In the mirroring condition, the participants reported liking the confederate more than in the control condition, and that the interaction between them went more smoothly.  

But perhaps the results could have been due to the confederate in the mirroring condition acting in a more friendly manner. The researchers had videotaped a subset of the participants in both conditions and looked at "(a) how much eye contact the confederate made with the participant, (b) how much the confederate smiled at the participant, (c) how friendly the confederate acted toward the participant, and (d) how much the confederate appeared to like the participant.

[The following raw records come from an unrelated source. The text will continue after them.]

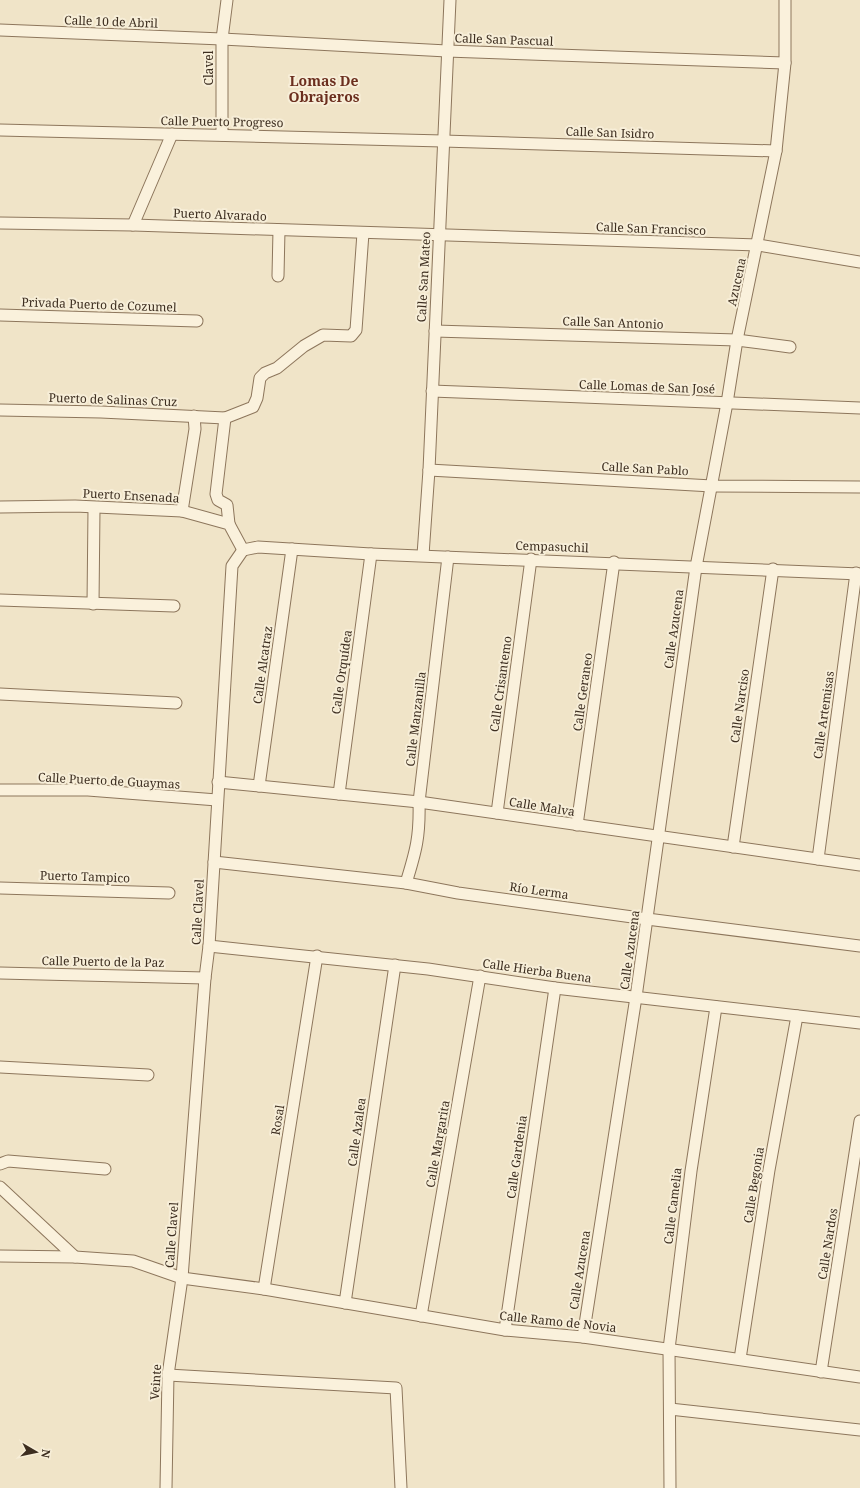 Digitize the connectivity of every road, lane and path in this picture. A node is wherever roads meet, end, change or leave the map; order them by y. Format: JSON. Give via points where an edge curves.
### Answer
{"nodes":[{"id":1,"x":227,"y":0,"type":"edge"},
{"id":2,"x":450,"y":0,"type":"edge"},
{"id":3,"x":785,"y":0,"type":"edge"},
{"id":4,"x":0,"y":30,"type":"edge"},
{"id":5,"x":222,"y":39,"type":"junction"},
{"id":6,"x":447,"y":52,"type":"junction"},
{"id":7,"x":785,"y":63,"type":"junction"},
{"id":8,"x":0,"y":130,"type":"edge"},
{"id":9,"x":172,"y":134,"type":"junction"},
{"id":10,"x":222,"y":135,"type":"junction"},
{"id":11,"x":443,"y":141,"type":"junction"},
{"id":12,"x":776,"y":151,"type":"junction"},
{"id":13,"x":0,"y":222,"type":"edge"},
{"id":14,"x":133,"y":225,"type":"junction"},
{"id":15,"x":279,"y":230,"type":"junction"},
{"id":16,"x":364,"y":233,"type":"junction"},
{"id":17,"x":439,"y":235,"type":"junction"},
{"id":18,"x":758,"y":245,"type":"junction"},
{"id":19,"x":860,"y":262,"type":"edge"},
{"id":20,"x":278,"y":276,"type":"dead end"},
{"id":21,"x":0,"y":315,"type":"edge"},
{"id":22,"x":197,"y":321,"type":"dead end"},
{"id":23,"x":435,"y":331,"type":"junction"},
{"id":24,"x":737,"y":340,"type":"junction"},
{"id":25,"x":790,"y":347,"type":"dead end"},
{"id":26,"x":432,"y":391,"type":"junction"},
{"id":27,"x":728,"y":403,"type":"junction"},
{"id":28,"x":860,"y":408,"type":"edge"},
{"id":29,"x":0,"y":410,"type":"edge"},
{"id":30,"x":194,"y":416,"type":"junction"},
{"id":31,"x":225,"y":418,"type":"junction"},
{"id":32,"x":429,"y":470,"type":"junction"},
{"id":33,"x":712,"y":486,"type":"junction"},
{"id":34,"x":860,"y":487,"type":"edge"},
{"id":35,"x":0,"y":507,"type":"edge"},
{"id":36,"x":94,"y":509,"type":"junction"},
{"id":37,"x":182,"y":511,"type":"junction"},
{"id":38,"x":229,"y":524,"type":"junction"},
{"id":39,"x":292,"y":549,"type":"junction"},
{"id":40,"x":243,"y":550,"type":"junction"},
{"id":41,"x":371,"y":554,"type":"junction"},
{"id":42,"x":423,"y":555,"type":"junction"},
{"id":43,"x":448,"y":556,"type":"junction"},
{"id":44,"x":531,"y":559,"type":"junction"},
{"id":45,"x":614,"y":562,"type":"junction"},
{"id":46,"x":696,"y":567,"type":"junction"},
{"id":47,"x":773,"y":569,"type":"junction"},
{"id":48,"x":858,"y":573,"type":"edge"},
{"id":49,"x":0,"y":600,"type":"edge"},
{"id":50,"x":93,"y":604,"type":"junction"},
{"id":51,"x":174,"y":606,"type":"dead end"},
{"id":52,"x":0,"y":694,"type":"edge"},
{"id":53,"x":176,"y":703,"type":"dead end"},
{"id":54,"x":218,"y":782,"type":"junction"},
{"id":55,"x":259,"y":786,"type":"junction"},
{"id":56,"x":0,"y":790,"type":"edge"},
{"id":57,"x":339,"y":794,"type":"junction"},
{"id":58,"x":217,"y":800,"type":"junction"},
{"id":59,"x":419,"y":802,"type":"junction"},
{"id":60,"x":497,"y":812,"type":"junction"},
{"id":61,"x":578,"y":826,"type":"junction"},
{"id":62,"x":658,"y":835,"type":"junction"},
{"id":63,"x":733,"y":847,"type":"junction"},
{"id":64,"x":818,"y":859,"type":"junction"},
{"id":65,"x":214,"y":862,"type":"junction"},
{"id":66,"x":860,"y":865,"type":"edge"},
{"id":67,"x":406,"y":883,"type":"junction"},
{"id":68,"x":0,"y":888,"type":"edge"},
{"id":69,"x":169,"y":893,"type":"dead end"},
{"id":70,"x":647,"y":919,"type":"junction"},
{"id":71,"x":209,"y":946,"type":"junction"},
{"id":72,"x":860,"y":946,"type":"edge"},
{"id":73,"x":317,"y":956,"type":"junction"},
{"id":74,"x":395,"y":965,"type":"junction"},
{"id":75,"x":0,"y":973,"type":"edge"},
{"id":76,"x":480,"y":976,"type":"junction"},
{"id":77,"x":205,"y":978,"type":"junction"},
{"id":78,"x":555,"y":988,"type":"junction"},
{"id":79,"x":636,"y":997,"type":"junction"},
{"id":80,"x":716,"y":1007,"type":"junction"},
{"id":81,"x":797,"y":1016,"type":"junction"},
{"id":82,"x":860,"y":1023,"type":"edge"},
{"id":83,"x":0,"y":1067,"type":"edge"},
{"id":84,"x":148,"y":1075,"type":"dead end"},
{"id":85,"x":860,"y":1120,"type":"edge"},
{"id":86,"x":0,"y":1164,"type":"edge"},
{"id":87,"x":105,"y":1169,"type":"dead end"},
{"id":88,"x":0,"y":1187,"type":"edge"},
{"id":89,"x":0,"y":1256,"type":"edge"},
{"id":90,"x":75,"y":1257,"type":"junction"},
{"id":91,"x":182,"y":1278,"type":"junction"},
{"id":92,"x":264,"y":1289,"type":"junction"},
{"id":93,"x":345,"y":1303,"type":"junction"},
{"id":94,"x":421,"y":1316,"type":"junction"},
{"id":95,"x":505,"y":1330,"type":"junction"},
{"id":96,"x":583,"y":1337,"type":"junction"},
{"id":97,"x":669,"y":1349,"type":"junction"},
{"id":98,"x":740,"y":1359,"type":"junction"},
{"id":99,"x":821,"y":1372,"type":"junction"},
{"id":100,"x":168,"y":1374,"type":"junction"},
{"id":101,"x":860,"y":1377,"type":"edge"},
{"id":102,"x":670,"y":1409,"type":"junction"},
{"id":103,"x":860,"y":1430,"type":"edge"},
{"id":104,"x":166,"y":1488,"type":"edge"},
{"id":105,"x":401,"y":1488,"type":"edge"},
{"id":106,"x":670,"y":1488,"type":"edge"}],
"edges":[{"from":1,"to":5,"type":"street","name":"Clavel"},
{"from":2,"to":6,"type":"street","name":"Calle San Mateo"},
{"from":3,"to":7,"type":"street","name":"Azucena"},
{"from":4,"to":5,"type":"street","name":"Calle 10 de Abril"},
{"from":5,"to":6,"type":"street","name":"Calle San Pascual"},
{"from":5,"to":10,"type":"street","name":"Clavel"},
{"from":6,"to":7,"type":"street","name":"Calle San Pascual"},
{"from":6,"to":11,"type":"street","name":"Calle San Mateo"},
{"from":7,"to":12,"type":"street","name":"Azucena"},
{"from":8,"to":9,"type":"street","name":"Calle Puerto Progreso"},
{"from":9,"to":10,"type":"street","name":"Calle Puerto Progreso"},
{"from":9,"to":14,"type":"street"},
{"from":10,"to":11,"type":"street","name":"Calle Puerto Progreso"},
{"from":11,"to":12,"type":"street","name":"Calle San Isidro"},
{"from":11,"to":17,"type":"street","name":"Calle San Mateo"},
{"from":12,"to":18,"type":"street","name":"Azucena"},
{"from":13,"to":14,"type":"street","name":"Puerto Alvarado"},
{"from":14,"to":15,"type":"street","name":"Puerto Alvarado"},
{"from":15,"to":16,"type":"street","name":"Puerto Alvarado"},
{"from":15,"to":20,"type":"street"},
{"from":16,"to":17,"type":"street","name":"Puerto Alvarado"},
{"from":16,"to":31,"type":"street","via":[[356,330],[351,336],[323,335],[304,346],[278,368],[260,378],[253,408]]},
{"from":17,"to":18,"type":"street","name":"Calle San Francisco"},
{"from":17,"to":23,"type":"street","name":"Calle San Mateo"},
{"from":18,"to":19,"type":"street","name":"Calle San Francisco"},
{"from":18,"to":24,"type":"street","name":"Azucena"},
{"from":21,"to":22,"type":"street","name":"Privada Puerto de Cozumel"},
{"from":23,"to":24,"type":"street","name":"Calle San Antonio"},
{"from":23,"to":26,"type":"street","name":"Calle San Mateo"},
{"from":24,"to":25,"type":"street","name":"Calle San Antonio"},
{"from":24,"to":27,"type":"street","name":"Azucena"},
{"from":26,"to":27,"type":"street","name":"Calle Lomas de San José"},
{"from":26,"to":32,"type":"street","name":"Calle San Mateo"},
{"from":27,"to":28,"type":"street","name":"Calle Lomas de San José"},
{"from":27,"to":33,"type":"street","name":"Azucena"},
{"from":29,"to":30,"type":"street","name":"Puerto de Salinas Cruz"},
{"from":30,"to":31,"type":"street","name":"Puerto de Salinas Cruz"},
{"from":30,"to":37,"type":"street","via":[[195,429]]},
{"from":31,"to":38,"type":"street","via":[[216,494],[218,500],[227,505]]},
{"from":32,"to":33,"type":"street","name":"Calle San Pablo"},
{"from":32,"to":42,"type":"street","name":"Calle San Mateo"},
{"from":33,"to":34,"type":"street","name":"Calle San Pablo"},
{"from":33,"to":46,"type":"street","name":"Azucena"},
{"from":35,"to":36,"type":"street","name":"Puerto Ensenada","via":[[75,506]]},
{"from":36,"to":37,"type":"street","name":"Puerto Ensenada"},
{"from":36,"to":50,"type":"street"},
{"from":37,"to":38,"type":"street","name":"Puerto Ensenada"},
{"from":38,"to":40,"type":"street"},
{"from":39,"to":40,"type":"street","name":"Cempasuchil","via":[[258,547]]},
{"from":39,"to":41,"type":"street","name":"Cempasuchil"},
{"from":39,"to":55,"type":"street","name":"Calle Alcatraz"},
{"from":40,"to":54,"type":"street","name":"Calle Clavel","via":[[232,566]]},
{"from":41,"to":42,"type":"street","name":"Cempasuchil"},
{"from":41,"to":57,"type":"street","name":"Calle Orquídea"},
{"from":42,"to":43,"type":"street","name":"Cempasuchil"},
{"from":43,"to":44,"type":"street","name":"Cempasuchil"},
{"from":43,"to":59,"type":"street","name":"Calle Manzanilla"},
{"from":44,"to":45,"type":"street","name":"Cempasuchil"},
{"from":44,"to":60,"type":"street","name":"Calle Crisantemo"},
{"from":45,"to":46,"type":"street","name":"Cempasuchil"},
{"from":45,"to":61,"type":"street","name":"Calle Geraneo"},
{"from":46,"to":47,"type":"street","name":"Cempasuchil"},
{"from":46,"to":62,"type":"street","name":"Calle Azucena"},
{"from":47,"to":48,"type":"street","name":"Cempasuchil"},
{"from":47,"to":63,"type":"street","name":"Calle Narciso"},
{"from":48,"to":64,"type":"street","name":"Calle Artemisas"},
{"from":49,"to":50,"type":"street"},
{"from":50,"to":51,"type":"street"},
{"from":52,"to":53,"type":"street"},
{"from":54,"to":55,"type":"street","name":"Calle Malva"},
{"from":54,"to":58,"type":"street","name":"Calle Clavel"},
{"from":55,"to":57,"type":"street","name":"Calle Malva"},
{"from":56,"to":58,"type":"street","name":"Calle Puerto de Guaymas","via":[[88,790]]},
{"from":57,"to":59,"type":"street","name":"Calle Malva"},
{"from":58,"to":65,"type":"street","name":"Calle Clavel"},
{"from":59,"to":60,"type":"street","name":"Calle Malva"},
{"from":59,"to":67,"type":"street","name":"Calle Manzanilla","via":[[420,830],[417,850]]},
{"from":60,"to":61,"type":"street","name":"Calle Malva"},
{"from":61,"to":62,"type":"street","name":"Calle Malva"},
{"from":62,"to":63,"type":"street","name":"Calle Malva"},
{"from":62,"to":70,"type":"street","name":"Calle Azucena"},
{"from":63,"to":64,"type":"street","name":"Calle Malva"},
{"from":64,"to":66,"type":"street","name":"Calle Malva"},
{"from":65,"to":67,"type":"street","name":"Río Lerma"},
{"from":65,"to":71,"type":"street","name":"Calle Clavel"},
{"from":67,"to":70,"type":"street","name":"Río Lerma","via":[[458,893]]},
{"from":68,"to":69,"type":"street","name":"Puerto Tampico"},
{"from":70,"to":72,"type":"street","name":"Río Lerma"},
{"from":70,"to":79,"type":"street","name":"Calle Azucena"},
{"from":71,"to":73,"type":"street","name":"Calle Hierba Buena"},
{"from":71,"to":77,"type":"street","name":"Calle Clavel"},
{"from":73,"to":74,"type":"street","name":"Calle Hierba Buena"},
{"from":73,"to":92,"type":"street","name":"Rosal"},
{"from":74,"to":76,"type":"street","name":"Calle Hierba Buena"},
{"from":74,"to":93,"type":"street","name":"Calle Azalea"},
{"from":75,"to":77,"type":"street","name":"Calle Puerto de la Paz"},
{"from":76,"to":78,"type":"street","name":"Calle Hierba Buena"},
{"from":76,"to":94,"type":"street","name":"Calle Margarita"},
{"from":77,"to":91,"type":"street","name":"Calle Clavel"},
{"from":78,"to":79,"type":"street","name":"Calle Hierba Buena"},
{"from":78,"to":95,"type":"street","name":"Calle Gardenia"},
{"from":79,"to":80,"type":"street","name":"Calle Hierba Buena"},
{"from":79,"to":96,"type":"street","name":"Calle Azucena"},
{"from":80,"to":81,"type":"street","name":"Calle Hierba Buena"},
{"from":80,"to":97,"type":"street","name":"Calle Camelia","via":[[691,1171]]},
{"from":81,"to":82,"type":"street","name":"Calle Hierba Buena"},
{"from":81,"to":98,"type":"street","name":"Calle Begonia","via":[[769,1170]]},
{"from":83,"to":84,"type":"street"},
{"from":85,"to":99,"type":"street","name":"Calle Nardos"},
{"from":86,"to":87,"type":"street","via":[[8,1162]]},
{"from":88,"to":90,"type":"street"},
{"from":89,"to":90,"type":"street","name":"Calle Ramo de Novia"},
{"from":90,"to":91,"type":"street","name":"Calle Ramo de Novia","via":[[132,1261]]},
{"from":91,"to":92,"type":"street","name":"Calle Ramo de Novia"},
{"from":91,"to":100,"type":"street","name":"Veinte"},
{"from":92,"to":93,"type":"street","name":"Calle Ramo de Novia"},
{"from":93,"to":94,"type":"street","name":"Calle Ramo de Novia"},
{"from":94,"to":95,"type":"street","name":"Calle Ramo de Novia"},
{"from":95,"to":96,"type":"street","name":"Calle Ramo de Novia"},
{"from":96,"to":97,"type":"street","name":"Calle Ramo de Novia"},
{"from":97,"to":98,"type":"street","name":"Calle Ramo de Novia"},
{"from":97,"to":102,"type":"street","name":"Calle Camelia"},
{"from":98,"to":99,"type":"street","name":"Calle Ramo de Novia"},
{"from":99,"to":101,"type":"street","name":"Calle Ramo de Novia"},
{"from":100,"to":104,"type":"street","name":"Veinte"},
{"from":100,"to":105,"type":"street","via":[[396,1388]]},
{"from":102,"to":103,"type":"street"},
{"from":102,"to":106,"type":"street","name":"Calle Camelia"}]}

Once the videotapes were coded by independent judges, they found that there was no difference in the number of these behaviours exhibited by the confederates in the mirroring condition and in the control groups.

So the results, that mirroring increases liking and ease of interaction, are due to the mirroring itself, and not to other "friendly" behaviours that people might exhibit. And only 1 of the 37 participants in the mirroring condition noticed that the confederate had similar mannerisms to them, but they appeared "normal,"  did not make her feel uncomfortable, and were not interpreted as mirroring. This is a pre-conscious, involuntary response to mirroring that may serve our basic human need to belong.

Two other studies in this paper found that people unintentionally mirror the behaviours of others when they work on a task together, and that more empathic individuals spontaneously mirror more than less empathic individuals.

This study has implications beyond our relationship with our clients. Mirroring skills would be useful in teams to increase team cohesion, to improve relationships between managers/leaders and their reports, and even to better personal relationships. The key to effective mirroring skills is that they appear natural: When people are aware that they are being mirrored, the effect goes away.

Reference:

Chartrand, T. L., & Bargh, J. A. (1999). The chameleon effect: the perception-behavior link and social interaction. Journal of personality and social psychology76(6), 893–910.